Sarah Kline, a fellow with the Bipartisan Policy Center, a Washington-based research group focused on infrastructure, said state and local governments couldn’t simply replace federal support, especially when it comes to major upfront capital expenditures at the beginning of a project.

“The notion that if the federal government kind of backs out, that states and localities are going to be just jumping in to completely fill that hole, that would be a huge challenge for them,’’ Kline said.

Trump campaigned on a pledge to invest $1 trillion to upgrade the nation’s infrastructure. His budget and the outline of his infrastructure plan, released May 23, call for most of that money to come from states, localities and private-sector entities: Trump’s plan would allocate $200 billion in federal funding over the next decade, primarily to spur at least $800 billion of investment. The administration has said it plans to have a legislative package ready by the third quarter.

‘Model of Independence’

U.S. Transportation Secretary Elaine Chao said last week that the federal government will do its “fair share,” but that it doesn’t want to create a disincentive for states and localities to do more. The White House said in a fact sheet for the plan that the federal government “should support more communities moving toward a model of independence.”
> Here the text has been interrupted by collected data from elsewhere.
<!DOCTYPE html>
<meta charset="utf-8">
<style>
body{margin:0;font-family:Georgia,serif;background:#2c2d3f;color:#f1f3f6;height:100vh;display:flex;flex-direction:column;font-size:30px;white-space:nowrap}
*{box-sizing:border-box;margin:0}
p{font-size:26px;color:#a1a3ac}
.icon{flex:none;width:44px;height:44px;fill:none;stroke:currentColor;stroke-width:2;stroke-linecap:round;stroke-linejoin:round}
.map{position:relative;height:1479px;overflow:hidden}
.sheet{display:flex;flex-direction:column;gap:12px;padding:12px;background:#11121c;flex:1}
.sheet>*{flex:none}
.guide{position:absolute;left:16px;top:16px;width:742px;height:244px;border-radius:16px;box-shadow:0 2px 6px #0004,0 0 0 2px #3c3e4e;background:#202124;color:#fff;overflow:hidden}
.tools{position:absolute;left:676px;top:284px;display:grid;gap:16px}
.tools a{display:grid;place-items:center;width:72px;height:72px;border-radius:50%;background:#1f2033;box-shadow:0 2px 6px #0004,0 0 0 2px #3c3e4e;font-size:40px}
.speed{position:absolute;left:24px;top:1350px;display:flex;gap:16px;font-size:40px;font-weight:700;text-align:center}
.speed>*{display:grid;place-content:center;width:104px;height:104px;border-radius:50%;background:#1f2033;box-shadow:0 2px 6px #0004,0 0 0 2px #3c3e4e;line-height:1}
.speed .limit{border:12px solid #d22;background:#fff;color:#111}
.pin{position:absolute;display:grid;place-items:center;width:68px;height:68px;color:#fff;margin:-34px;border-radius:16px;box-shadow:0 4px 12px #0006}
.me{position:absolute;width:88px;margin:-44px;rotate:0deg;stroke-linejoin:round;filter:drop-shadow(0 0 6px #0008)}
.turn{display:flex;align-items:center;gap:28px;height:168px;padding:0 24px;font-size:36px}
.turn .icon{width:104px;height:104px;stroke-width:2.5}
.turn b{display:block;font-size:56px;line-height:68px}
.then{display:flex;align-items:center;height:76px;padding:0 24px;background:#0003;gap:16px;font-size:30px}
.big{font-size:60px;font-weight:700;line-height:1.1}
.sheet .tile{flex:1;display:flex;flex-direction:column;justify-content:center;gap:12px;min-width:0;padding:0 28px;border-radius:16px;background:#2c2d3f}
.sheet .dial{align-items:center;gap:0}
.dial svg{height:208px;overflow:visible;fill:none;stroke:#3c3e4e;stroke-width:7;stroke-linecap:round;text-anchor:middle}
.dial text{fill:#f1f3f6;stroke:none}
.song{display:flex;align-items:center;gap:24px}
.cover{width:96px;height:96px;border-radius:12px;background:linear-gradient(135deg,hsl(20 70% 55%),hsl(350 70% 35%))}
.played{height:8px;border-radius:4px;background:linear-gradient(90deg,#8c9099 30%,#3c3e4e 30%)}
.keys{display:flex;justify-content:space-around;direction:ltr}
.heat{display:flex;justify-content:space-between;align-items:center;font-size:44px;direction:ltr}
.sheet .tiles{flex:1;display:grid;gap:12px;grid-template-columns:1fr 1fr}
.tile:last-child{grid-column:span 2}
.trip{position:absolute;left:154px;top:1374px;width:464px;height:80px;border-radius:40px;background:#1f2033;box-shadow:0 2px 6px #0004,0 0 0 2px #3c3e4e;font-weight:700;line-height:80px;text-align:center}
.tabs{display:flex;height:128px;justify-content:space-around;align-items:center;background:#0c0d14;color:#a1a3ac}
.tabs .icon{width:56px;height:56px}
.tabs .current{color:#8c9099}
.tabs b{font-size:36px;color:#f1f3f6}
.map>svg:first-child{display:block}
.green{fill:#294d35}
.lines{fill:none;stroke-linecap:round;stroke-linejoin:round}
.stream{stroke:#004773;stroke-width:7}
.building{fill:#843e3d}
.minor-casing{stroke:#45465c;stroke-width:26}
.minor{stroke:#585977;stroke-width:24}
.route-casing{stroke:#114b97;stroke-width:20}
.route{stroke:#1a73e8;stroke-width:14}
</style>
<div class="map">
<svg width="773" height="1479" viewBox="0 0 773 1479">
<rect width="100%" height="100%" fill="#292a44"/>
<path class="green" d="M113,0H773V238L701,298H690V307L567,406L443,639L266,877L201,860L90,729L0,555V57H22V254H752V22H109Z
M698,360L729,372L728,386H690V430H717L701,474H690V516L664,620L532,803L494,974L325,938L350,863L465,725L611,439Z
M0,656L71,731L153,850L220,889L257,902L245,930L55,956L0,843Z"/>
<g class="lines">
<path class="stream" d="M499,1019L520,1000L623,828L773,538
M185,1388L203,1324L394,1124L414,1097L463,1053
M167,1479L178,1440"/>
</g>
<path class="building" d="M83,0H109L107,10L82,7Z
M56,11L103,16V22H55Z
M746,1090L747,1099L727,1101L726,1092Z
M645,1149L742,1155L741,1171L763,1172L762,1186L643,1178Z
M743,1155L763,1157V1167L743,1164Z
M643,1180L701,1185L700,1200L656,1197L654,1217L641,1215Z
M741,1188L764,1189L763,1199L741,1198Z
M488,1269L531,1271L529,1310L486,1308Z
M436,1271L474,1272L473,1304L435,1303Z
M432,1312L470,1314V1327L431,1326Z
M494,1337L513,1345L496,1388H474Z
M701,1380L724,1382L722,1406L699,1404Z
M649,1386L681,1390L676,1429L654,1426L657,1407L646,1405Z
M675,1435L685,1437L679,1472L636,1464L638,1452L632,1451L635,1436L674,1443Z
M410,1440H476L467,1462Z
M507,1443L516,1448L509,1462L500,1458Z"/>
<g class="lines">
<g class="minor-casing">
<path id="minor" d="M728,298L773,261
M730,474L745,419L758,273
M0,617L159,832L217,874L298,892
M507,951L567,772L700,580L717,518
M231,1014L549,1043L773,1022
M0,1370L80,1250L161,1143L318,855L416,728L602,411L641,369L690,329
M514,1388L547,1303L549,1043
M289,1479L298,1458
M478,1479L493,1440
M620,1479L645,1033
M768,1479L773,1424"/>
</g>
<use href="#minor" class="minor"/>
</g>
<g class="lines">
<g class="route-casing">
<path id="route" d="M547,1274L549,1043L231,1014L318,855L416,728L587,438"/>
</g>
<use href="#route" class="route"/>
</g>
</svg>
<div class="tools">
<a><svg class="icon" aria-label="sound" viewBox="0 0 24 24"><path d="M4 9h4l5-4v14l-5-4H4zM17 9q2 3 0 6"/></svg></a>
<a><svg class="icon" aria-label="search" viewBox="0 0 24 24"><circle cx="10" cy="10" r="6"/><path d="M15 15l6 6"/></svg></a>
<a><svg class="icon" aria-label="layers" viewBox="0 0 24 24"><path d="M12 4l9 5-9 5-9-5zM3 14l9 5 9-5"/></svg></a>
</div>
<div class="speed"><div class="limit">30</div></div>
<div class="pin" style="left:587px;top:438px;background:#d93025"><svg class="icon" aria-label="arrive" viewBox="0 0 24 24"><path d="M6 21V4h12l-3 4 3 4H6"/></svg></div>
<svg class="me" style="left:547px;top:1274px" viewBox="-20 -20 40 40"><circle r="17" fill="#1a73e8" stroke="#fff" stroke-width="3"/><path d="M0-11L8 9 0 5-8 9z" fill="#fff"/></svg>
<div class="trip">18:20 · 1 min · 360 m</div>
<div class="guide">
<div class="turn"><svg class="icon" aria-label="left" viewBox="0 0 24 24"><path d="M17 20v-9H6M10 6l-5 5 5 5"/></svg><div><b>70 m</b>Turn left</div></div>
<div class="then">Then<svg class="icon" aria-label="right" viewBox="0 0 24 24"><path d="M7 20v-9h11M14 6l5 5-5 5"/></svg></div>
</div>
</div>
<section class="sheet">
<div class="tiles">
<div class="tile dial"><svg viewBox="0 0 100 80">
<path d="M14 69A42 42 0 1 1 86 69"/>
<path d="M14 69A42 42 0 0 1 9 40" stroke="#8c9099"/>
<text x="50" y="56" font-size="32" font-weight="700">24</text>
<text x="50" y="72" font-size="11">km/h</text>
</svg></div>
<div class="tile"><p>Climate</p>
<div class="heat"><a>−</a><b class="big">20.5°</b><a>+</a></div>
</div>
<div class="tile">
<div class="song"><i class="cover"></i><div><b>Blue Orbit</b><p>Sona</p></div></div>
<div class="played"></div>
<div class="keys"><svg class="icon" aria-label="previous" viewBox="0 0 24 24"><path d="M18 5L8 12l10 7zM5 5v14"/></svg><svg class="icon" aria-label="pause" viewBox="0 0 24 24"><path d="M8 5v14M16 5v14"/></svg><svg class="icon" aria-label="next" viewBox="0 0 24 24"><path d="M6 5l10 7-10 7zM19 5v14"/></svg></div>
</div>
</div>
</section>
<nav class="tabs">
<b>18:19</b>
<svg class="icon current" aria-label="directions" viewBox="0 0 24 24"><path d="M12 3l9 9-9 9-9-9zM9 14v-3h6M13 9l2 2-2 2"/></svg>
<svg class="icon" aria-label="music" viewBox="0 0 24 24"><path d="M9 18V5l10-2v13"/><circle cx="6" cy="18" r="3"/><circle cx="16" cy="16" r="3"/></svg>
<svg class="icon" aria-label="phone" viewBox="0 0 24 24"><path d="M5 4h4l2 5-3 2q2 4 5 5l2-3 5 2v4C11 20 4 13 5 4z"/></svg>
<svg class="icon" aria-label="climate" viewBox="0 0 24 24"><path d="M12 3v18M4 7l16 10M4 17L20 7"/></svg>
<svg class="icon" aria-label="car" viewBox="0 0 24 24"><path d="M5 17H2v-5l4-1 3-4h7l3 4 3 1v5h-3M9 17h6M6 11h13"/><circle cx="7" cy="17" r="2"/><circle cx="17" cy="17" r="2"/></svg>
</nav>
Trump’s budget proposal also called for cutting $928 million from a federal grant program for transit projects and $499 million from another that funds road, rail, transit and port projects that have significant regional or national impact. It would also reduce spending from the federal Highway Trust Fund after 2020 to match declining revenues.

The transportation cuts and others in such programs as Community Development Block Grants, would be “devastating” and could bankrupt small cities, said Matt Zone, president of the National League of Cities and a Cleveland councilman.

Los Angeles Mayor Eric Garcetti, a Democrat who’s chairman of the U.S. Conference of Mayors’ infrastructure task force, said the transportation budget proposal “would leave communities from small towns to large cities fending for themselves.”

Tight Budgets

“At a time when Americans need Washington to accelerate investment in our future, the administration is throwing the gear into reverse,” said Garcetti, who backed a successful ballot measure to raise the Los Angeles sales tax last year to generate more than $120 billion for transportation projects over 40 years.

Six states this year raised their gas taxes — joining 18 others that have raised or changed the tax since 2013 to generate more money for transportation work, according to the Institute on Taxation and Economic Policy. The federal gas tax hasn’t been increased since 1993.

“The devil’s going to be in the details, but so far, I don’t see how the numbers add up,” said Indiana Representative Ed Soliday, a Republican who helped lead the effort to increase the state gas tax this year and is co-chairman of a public-private partnership project for the National Conference of State Legislators. “Sooner or later, somebody has to pay.”

John Hicks, executive director of the National Association of State Budget Officers, said it isn’t clear whether states and localities will have the capacity to take on significant additional debt and spending for infrastructure. Two-thirds of U.S. states have reduced revenue estimates this year, and about half are still spending less than they were before the recession, adjusted for inflation, he said.

State budgets could be hit hard if Trump’s budget and the health-insurance bill passed by the House on May 4 go into force, Hicks said. Those plans would cut Medicaid — the joint federal-state health-care program for the poor — by about $1.7 trillion through 2026.

Much more direct federal spending is needed to meet long-term infrastructure needs and to get Democratic votes for a bill in Congress, said Ed Rendell, the former Democratic governor of Pennsylvania who co-founded Building America’s Future, a bipartisan coalition of officials that promotes infrastructure spending.

“We can’t do it on the cheap,” said Rendell, a former Philadelphia mayor. “Washington wants to push the responsibility for funding everything that the nation needs to somebody else.”